> Your goal: Below are records; reproduce exactly the lines from the one containing "Digitize the connectivity" through the end, both included, and only those.

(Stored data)

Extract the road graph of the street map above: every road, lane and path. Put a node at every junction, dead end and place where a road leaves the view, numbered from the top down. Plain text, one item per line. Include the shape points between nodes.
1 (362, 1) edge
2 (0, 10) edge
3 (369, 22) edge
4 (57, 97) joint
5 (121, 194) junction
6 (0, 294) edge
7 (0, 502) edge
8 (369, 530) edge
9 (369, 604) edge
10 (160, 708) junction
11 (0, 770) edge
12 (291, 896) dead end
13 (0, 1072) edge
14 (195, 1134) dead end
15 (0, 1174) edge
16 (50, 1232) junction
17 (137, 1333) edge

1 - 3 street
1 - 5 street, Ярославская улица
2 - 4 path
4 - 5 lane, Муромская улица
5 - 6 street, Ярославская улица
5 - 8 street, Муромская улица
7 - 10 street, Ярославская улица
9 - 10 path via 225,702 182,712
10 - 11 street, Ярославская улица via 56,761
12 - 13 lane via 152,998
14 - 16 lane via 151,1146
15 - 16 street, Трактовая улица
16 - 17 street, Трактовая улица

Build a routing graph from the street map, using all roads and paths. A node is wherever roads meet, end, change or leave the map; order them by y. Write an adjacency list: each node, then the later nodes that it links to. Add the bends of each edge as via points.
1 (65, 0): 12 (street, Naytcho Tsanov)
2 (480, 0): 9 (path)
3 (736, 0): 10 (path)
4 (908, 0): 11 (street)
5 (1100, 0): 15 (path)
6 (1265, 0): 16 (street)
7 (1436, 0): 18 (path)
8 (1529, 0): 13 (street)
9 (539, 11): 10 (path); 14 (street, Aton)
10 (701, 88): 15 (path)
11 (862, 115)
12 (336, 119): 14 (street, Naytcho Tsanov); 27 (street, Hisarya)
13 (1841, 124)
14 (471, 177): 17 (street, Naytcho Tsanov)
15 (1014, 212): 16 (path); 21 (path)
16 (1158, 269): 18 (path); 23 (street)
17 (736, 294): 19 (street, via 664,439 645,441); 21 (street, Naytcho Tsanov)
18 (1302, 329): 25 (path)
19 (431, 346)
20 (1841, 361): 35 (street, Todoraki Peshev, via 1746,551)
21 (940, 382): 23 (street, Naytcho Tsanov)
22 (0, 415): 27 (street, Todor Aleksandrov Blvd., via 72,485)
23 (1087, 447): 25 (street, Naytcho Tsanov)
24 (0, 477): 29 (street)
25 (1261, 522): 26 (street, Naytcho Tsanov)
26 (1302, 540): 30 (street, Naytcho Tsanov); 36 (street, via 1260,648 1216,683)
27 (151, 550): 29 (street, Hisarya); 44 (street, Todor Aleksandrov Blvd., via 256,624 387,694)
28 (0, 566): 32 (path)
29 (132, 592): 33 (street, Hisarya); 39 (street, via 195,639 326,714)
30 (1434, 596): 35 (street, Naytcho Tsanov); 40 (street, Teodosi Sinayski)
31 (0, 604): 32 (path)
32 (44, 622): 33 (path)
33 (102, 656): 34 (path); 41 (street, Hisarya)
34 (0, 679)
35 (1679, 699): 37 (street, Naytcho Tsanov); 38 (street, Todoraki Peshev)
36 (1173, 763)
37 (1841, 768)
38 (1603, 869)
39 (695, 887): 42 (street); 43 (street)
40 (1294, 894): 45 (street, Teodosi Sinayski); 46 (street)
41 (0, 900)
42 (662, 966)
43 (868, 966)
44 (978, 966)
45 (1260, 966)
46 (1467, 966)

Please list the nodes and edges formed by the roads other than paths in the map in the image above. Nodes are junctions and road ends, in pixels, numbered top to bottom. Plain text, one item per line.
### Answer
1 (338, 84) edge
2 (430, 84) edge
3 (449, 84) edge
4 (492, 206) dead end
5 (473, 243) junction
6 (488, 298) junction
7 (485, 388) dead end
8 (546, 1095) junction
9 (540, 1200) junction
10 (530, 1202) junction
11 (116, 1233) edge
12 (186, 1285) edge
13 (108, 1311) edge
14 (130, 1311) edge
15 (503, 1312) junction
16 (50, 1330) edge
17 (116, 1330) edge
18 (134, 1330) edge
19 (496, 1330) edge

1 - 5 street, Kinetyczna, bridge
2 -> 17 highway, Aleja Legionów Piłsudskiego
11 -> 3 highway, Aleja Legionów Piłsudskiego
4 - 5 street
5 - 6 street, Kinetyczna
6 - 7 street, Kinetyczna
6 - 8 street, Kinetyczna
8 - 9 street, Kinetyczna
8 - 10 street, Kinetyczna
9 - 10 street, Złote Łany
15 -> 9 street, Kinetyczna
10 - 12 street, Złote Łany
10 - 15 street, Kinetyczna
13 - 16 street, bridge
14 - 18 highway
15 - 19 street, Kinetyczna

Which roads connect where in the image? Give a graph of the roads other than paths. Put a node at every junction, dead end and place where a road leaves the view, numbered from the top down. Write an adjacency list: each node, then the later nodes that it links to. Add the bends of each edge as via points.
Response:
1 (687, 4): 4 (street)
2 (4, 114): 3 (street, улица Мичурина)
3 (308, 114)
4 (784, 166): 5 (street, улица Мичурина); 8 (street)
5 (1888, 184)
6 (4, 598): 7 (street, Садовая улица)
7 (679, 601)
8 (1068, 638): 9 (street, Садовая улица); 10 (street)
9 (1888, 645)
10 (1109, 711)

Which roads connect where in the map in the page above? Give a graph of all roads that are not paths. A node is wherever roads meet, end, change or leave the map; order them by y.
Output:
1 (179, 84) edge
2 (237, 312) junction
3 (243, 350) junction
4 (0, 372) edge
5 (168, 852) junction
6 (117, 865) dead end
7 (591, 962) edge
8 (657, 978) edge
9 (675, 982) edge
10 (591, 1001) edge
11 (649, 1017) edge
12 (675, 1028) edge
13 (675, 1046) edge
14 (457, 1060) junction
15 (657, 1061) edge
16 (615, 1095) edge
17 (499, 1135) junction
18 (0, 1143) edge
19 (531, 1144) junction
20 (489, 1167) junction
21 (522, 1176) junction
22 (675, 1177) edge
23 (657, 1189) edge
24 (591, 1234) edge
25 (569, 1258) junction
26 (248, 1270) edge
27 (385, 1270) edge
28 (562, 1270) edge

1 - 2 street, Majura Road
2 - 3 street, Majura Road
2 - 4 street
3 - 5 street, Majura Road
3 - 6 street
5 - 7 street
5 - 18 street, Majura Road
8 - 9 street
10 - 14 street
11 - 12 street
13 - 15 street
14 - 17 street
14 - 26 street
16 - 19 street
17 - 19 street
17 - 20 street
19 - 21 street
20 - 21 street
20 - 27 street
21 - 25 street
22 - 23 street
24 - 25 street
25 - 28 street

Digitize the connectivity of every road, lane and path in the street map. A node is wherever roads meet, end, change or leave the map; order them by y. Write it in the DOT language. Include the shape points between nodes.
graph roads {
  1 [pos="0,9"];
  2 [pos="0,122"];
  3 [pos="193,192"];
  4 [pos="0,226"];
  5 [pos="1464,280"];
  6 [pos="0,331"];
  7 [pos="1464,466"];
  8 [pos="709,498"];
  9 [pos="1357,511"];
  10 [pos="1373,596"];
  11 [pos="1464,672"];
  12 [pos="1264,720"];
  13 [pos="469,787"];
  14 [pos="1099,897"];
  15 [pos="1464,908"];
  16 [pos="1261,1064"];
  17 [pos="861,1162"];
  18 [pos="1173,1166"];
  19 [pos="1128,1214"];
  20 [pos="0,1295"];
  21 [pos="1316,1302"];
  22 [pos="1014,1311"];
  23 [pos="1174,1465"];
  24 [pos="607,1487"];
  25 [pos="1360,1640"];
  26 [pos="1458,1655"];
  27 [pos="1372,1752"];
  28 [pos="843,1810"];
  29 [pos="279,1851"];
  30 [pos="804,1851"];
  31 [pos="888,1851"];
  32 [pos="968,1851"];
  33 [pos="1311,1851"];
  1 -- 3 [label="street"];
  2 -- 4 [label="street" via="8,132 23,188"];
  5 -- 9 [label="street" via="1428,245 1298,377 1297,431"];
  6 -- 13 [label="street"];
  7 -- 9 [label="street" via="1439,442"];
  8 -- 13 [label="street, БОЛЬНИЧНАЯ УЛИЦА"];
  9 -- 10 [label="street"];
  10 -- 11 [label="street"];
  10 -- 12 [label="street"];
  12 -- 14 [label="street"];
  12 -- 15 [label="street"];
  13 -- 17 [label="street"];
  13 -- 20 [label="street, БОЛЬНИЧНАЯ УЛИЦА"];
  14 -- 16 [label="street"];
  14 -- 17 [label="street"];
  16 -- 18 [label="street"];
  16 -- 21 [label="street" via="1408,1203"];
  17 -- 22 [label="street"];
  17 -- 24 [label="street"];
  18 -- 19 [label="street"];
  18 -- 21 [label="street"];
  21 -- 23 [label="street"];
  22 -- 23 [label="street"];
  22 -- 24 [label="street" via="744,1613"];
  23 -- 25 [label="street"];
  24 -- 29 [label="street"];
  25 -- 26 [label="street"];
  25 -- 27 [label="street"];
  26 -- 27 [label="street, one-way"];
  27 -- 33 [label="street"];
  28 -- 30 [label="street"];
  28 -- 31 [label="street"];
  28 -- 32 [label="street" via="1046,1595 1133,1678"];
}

> Finished task:
Digitize the connectivity of every road, lane and path in the street map. A node is wherever roads meet, end, change or leave the map; order them by y. Write it in the DOT language. Include the shape points between nodes.
graph roads {
  1 [pos="0,9"];
  2 [pos="0,122"];
  3 [pos="193,192"];
  4 [pos="0,226"];
  5 [pos="1464,280"];
  6 [pos="0,331"];
  7 [pos="1464,466"];
  8 [pos="709,498"];
  9 [pos="1357,511"];
  10 [pos="1373,596"];
  11 [pos="1464,672"];
  12 [pos="1264,720"];
  13 [pos="469,787"];
  14 [pos="1099,897"];
  15 [pos="1464,908"];
  16 [pos="1261,1064"];
  17 [pos="861,1162"];
  18 [pos="1173,1166"];
  19 [pos="1128,1214"];
  20 [pos="0,1295"];
  21 [pos="1316,1302"];
  22 [pos="1014,1311"];
  23 [pos="1174,1465"];
  24 [pos="607,1487"];
  25 [pos="1360,1640"];
  26 [pos="1458,1655"];
  27 [pos="1372,1752"];
  28 [pos="843,1810"];
  29 [pos="279,1851"];
  30 [pos="804,1851"];
  31 [pos="888,1851"];
  32 [pos="968,1851"];
  33 [pos="1311,1851"];
  1 -- 3 [label="street"];
  2 -- 4 [label="street" via="8,132 23,188"];
  5 -- 9 [label="street" via="1428,245 1298,377 1297,431"];
  6 -- 13 [label="street"];
  7 -- 9 [label="street" via="1439,442"];
  8 -- 13 [label="street, БОЛЬНИЧНАЯ УЛИЦА"];
  9 -- 10 [label="street"];
  10 -- 11 [label="street"];
  10 -- 12 [label="street"];
  12 -- 14 [label="street"];
  12 -- 15 [label="street"];
  13 -- 17 [label="street"];
  13 -- 20 [label="street, БОЛЬНИЧНАЯ УЛИЦА"];
  14 -- 16 [label="street"];
  14 -- 17 [label="street"];
  16 -- 18 [label="street"];
  16 -- 21 [label="street" via="1408,1203"];
  17 -- 22 [label="street"];
  17 -- 24 [label="street"];
  18 -- 19 [label="street"];
  18 -- 21 [label="street"];
  21 -- 23 [label="street"];
  22 -- 23 [label="street"];
  22 -- 24 [label="street" via="744,1613"];
  23 -- 25 [label="street"];
  24 -- 29 [label="street"];
  25 -- 26 [label="street"];
  25 -- 27 [label="street"];
  26 -- 27 [label="street, one-way"];
  27 -- 33 [label="street"];
  28 -- 30 [label="street"];
  28 -- 31 [label="street"];
  28 -- 32 [label="street" via="1046,1595 1133,1678"];
}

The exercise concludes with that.